Well, how many times have we heard people brag about clever schemes to avoid paying taxes, or watched luxuries casually written off to be paid by somebody else, that somebody being you? I believe that in both spirit and substance, our tax system has come to be un-American. How would the proposal work?
The present tax system has 14 different brackets of tax rates, ranging from 11 to 50 percent. We would take a giant step toward an ideal system by replacing all of that with a simple three-bracket system, with tax rates of 15, 25, and 35 percent. By lowering everyone’s tax rates all the way up the income scale, each of us will have a greater incentive to climb higher, to excel, to help America grow. The power of these incentives would send one simple, straightforward message to an entire nation: America, go for it.

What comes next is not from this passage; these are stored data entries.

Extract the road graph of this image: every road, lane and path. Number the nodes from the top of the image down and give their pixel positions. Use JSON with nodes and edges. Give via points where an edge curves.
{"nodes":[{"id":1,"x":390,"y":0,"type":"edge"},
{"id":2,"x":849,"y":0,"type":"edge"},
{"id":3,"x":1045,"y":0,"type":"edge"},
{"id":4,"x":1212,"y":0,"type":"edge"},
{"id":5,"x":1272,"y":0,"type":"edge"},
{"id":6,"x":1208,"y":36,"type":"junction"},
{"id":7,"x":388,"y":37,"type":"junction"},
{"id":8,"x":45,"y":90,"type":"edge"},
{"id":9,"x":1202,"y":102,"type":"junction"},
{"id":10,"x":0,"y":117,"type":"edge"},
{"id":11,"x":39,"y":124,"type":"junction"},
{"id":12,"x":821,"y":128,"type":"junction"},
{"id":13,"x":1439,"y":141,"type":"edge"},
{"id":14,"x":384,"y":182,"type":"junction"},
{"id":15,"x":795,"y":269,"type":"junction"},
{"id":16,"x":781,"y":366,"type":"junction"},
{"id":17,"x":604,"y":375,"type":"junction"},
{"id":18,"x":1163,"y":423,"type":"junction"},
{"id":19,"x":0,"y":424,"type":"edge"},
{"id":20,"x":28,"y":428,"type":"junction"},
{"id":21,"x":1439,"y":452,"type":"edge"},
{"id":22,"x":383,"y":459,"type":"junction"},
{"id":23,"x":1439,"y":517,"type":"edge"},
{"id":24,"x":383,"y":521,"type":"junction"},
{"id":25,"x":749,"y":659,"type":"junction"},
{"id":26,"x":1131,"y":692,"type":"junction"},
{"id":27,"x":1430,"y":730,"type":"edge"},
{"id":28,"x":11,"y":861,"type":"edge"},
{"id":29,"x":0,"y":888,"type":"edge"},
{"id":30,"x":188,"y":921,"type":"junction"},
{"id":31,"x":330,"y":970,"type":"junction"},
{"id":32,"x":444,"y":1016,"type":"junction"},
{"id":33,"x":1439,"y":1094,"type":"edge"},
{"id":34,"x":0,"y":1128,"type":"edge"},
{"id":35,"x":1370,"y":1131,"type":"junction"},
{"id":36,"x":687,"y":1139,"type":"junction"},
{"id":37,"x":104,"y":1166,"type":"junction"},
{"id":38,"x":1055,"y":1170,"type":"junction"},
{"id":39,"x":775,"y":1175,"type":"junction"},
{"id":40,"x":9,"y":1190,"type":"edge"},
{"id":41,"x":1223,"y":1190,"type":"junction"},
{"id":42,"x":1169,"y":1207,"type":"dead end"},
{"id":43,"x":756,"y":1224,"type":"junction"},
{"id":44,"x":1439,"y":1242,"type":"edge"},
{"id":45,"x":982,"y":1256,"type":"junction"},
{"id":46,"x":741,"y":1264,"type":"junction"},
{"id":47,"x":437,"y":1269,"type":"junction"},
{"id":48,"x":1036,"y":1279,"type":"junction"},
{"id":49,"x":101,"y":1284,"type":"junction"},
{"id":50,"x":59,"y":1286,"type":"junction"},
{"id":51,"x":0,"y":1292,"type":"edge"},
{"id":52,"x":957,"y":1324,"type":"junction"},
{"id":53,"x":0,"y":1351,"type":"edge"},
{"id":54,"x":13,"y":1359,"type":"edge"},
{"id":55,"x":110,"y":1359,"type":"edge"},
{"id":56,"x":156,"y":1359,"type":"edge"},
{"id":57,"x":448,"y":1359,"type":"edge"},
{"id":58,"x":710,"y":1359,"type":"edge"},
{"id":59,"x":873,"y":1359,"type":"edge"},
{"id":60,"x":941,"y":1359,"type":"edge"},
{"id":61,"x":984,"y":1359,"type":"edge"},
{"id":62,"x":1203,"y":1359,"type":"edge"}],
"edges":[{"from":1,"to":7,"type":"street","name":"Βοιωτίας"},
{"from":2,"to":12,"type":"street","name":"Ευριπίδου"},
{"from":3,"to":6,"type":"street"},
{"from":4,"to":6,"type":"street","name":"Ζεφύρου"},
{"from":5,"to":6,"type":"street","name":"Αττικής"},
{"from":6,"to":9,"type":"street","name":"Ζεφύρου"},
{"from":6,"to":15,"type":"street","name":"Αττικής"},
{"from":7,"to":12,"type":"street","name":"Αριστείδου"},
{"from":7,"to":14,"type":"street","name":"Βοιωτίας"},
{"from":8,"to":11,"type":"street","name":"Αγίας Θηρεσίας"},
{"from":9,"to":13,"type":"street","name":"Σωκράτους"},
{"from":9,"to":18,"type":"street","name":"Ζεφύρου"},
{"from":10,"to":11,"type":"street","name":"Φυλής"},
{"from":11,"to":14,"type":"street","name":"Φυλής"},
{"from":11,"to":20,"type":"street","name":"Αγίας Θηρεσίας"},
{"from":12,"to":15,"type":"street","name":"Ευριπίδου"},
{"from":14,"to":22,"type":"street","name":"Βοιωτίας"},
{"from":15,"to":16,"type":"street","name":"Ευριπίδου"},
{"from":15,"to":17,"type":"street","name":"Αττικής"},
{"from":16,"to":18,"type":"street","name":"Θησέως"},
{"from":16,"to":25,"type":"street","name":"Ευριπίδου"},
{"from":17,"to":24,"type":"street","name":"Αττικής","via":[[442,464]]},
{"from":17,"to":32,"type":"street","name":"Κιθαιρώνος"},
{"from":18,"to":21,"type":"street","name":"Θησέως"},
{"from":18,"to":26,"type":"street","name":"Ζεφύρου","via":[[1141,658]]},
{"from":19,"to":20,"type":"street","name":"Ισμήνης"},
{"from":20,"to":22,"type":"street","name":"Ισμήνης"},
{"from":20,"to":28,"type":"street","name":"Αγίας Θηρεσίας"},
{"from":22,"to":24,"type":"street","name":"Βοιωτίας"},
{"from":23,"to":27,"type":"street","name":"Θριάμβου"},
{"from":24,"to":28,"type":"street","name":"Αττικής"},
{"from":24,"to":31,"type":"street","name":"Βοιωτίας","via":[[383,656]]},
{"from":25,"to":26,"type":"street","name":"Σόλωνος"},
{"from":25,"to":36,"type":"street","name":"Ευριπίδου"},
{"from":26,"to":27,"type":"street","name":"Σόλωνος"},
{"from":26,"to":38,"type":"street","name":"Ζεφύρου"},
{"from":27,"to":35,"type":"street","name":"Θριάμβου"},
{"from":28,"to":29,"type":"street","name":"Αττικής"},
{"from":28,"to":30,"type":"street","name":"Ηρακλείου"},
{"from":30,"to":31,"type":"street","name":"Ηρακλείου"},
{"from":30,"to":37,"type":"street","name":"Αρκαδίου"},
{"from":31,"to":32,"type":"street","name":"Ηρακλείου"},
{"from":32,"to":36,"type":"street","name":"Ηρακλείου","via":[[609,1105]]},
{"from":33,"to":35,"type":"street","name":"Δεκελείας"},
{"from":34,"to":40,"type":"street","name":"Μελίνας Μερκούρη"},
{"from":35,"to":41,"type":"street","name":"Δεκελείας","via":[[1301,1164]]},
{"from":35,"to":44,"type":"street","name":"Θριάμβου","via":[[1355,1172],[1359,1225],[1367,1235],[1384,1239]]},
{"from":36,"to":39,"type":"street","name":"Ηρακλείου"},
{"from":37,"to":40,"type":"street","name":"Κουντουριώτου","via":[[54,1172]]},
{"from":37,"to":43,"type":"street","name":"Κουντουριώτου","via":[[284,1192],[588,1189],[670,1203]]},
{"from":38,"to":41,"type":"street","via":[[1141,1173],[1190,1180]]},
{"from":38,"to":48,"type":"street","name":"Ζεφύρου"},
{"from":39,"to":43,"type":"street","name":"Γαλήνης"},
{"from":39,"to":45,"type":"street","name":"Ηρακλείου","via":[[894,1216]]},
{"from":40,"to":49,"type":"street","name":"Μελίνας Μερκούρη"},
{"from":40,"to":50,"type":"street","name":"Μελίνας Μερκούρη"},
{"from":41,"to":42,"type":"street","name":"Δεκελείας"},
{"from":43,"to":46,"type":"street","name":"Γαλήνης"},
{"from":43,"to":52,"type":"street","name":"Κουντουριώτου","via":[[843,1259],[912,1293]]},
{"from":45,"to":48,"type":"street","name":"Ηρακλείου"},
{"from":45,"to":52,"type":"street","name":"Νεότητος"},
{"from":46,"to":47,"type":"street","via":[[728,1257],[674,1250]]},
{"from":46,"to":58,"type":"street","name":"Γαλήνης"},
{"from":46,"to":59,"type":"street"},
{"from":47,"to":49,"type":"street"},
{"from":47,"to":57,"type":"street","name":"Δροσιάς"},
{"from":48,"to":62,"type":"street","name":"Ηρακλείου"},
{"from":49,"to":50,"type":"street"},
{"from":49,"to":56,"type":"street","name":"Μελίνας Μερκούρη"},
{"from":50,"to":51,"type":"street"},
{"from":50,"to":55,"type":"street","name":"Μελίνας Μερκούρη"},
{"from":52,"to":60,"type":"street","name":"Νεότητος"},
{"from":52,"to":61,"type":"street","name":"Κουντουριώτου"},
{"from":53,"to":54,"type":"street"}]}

To young Americans wondering tonight, where will I go? What will I do with my future? I have a suggestion: Why not set out with your friends on the path of adventure and try to start up your own business? Follow in the footsteps of those two college students who launched one of America’s great computer firms from the garage behind their house. You too can help us unlock the doors to a golden future. You too can become leaders in this great new era of progress, the age of the entrepreneur.
Reagan and his policies, derisively referred to as Reaganomics, were mocked by the left. He was called stupid, reckless and senile. However, Reagan succeeded in lowering taxes. In fact, instead of 35 percent for the top rate, he actually lowered it to just 28 percent in 1986 --- the American economy boomed.
Today, many of the same people who reviled Ronald Reagan sing his praises.
Part IV: The 2016 Candidates
Proponents of high income taxes have long had one undeniable problem: The facts are not on their side. When taxes go up, revenues go down. However, the answer to that problem for high taxation advocates is simple --- ignore it. Instead, they change the argument and focus on fairness, playing on Americans' emotions and inciting class envy.
During the 2008 presidential campaign, Barack Obama discussed why he would raise capital gains taxes despite evidence it would lower revenues. His answer? It boils down to a matter of "fairness."
So how is it fair that the top one percent of wage earners in America today --- who bring home only 18 percent of U.S. income --- pay 35 percent of all federal income tax? The bottom 47 percent of wage earners pay zero income tax. The current rate on Americans' top income bracket is 40 percent, yet somehow the class warfare rhetoric continues unabated.
America faces a choice. Bernie Sanders' plan is to raise taxes by "a damn lot" and redistribute the wealth. As a result of his plan to institute so many socialist policies, like free college education for everyone, he will have to raise taxes across the board. For the wealthiest, some speculate his references to the 90 percent rate under Eisenhower is the figure he has in mind.
Hillary Clinton's plan is also to raise taxes on the wealthy and redistribute the wealth.
Donald Trump's plan is to raise taxes on the wealthy and redistribute the wealth.
Ted Cruz's plan is to cut taxes for everyone, institute a flat 10 percent tax --- with taxpayers under $50,000 paying zero --- and eliminate the IRS. The Nonpartisan Tax Foundation estimates it would produce 4.9 million new jobs, increase capital investments and increase after-tax income of every single income group in America by double digits, at least 14 percent.
As Americans finalize their taxes for 2015 and go to the polls during the primary season and the general election, they are confronted with a clear choice, perhaps the clearest choice in American history. Does America become more like Denmark and Sweden or go back to being more like the United States of America?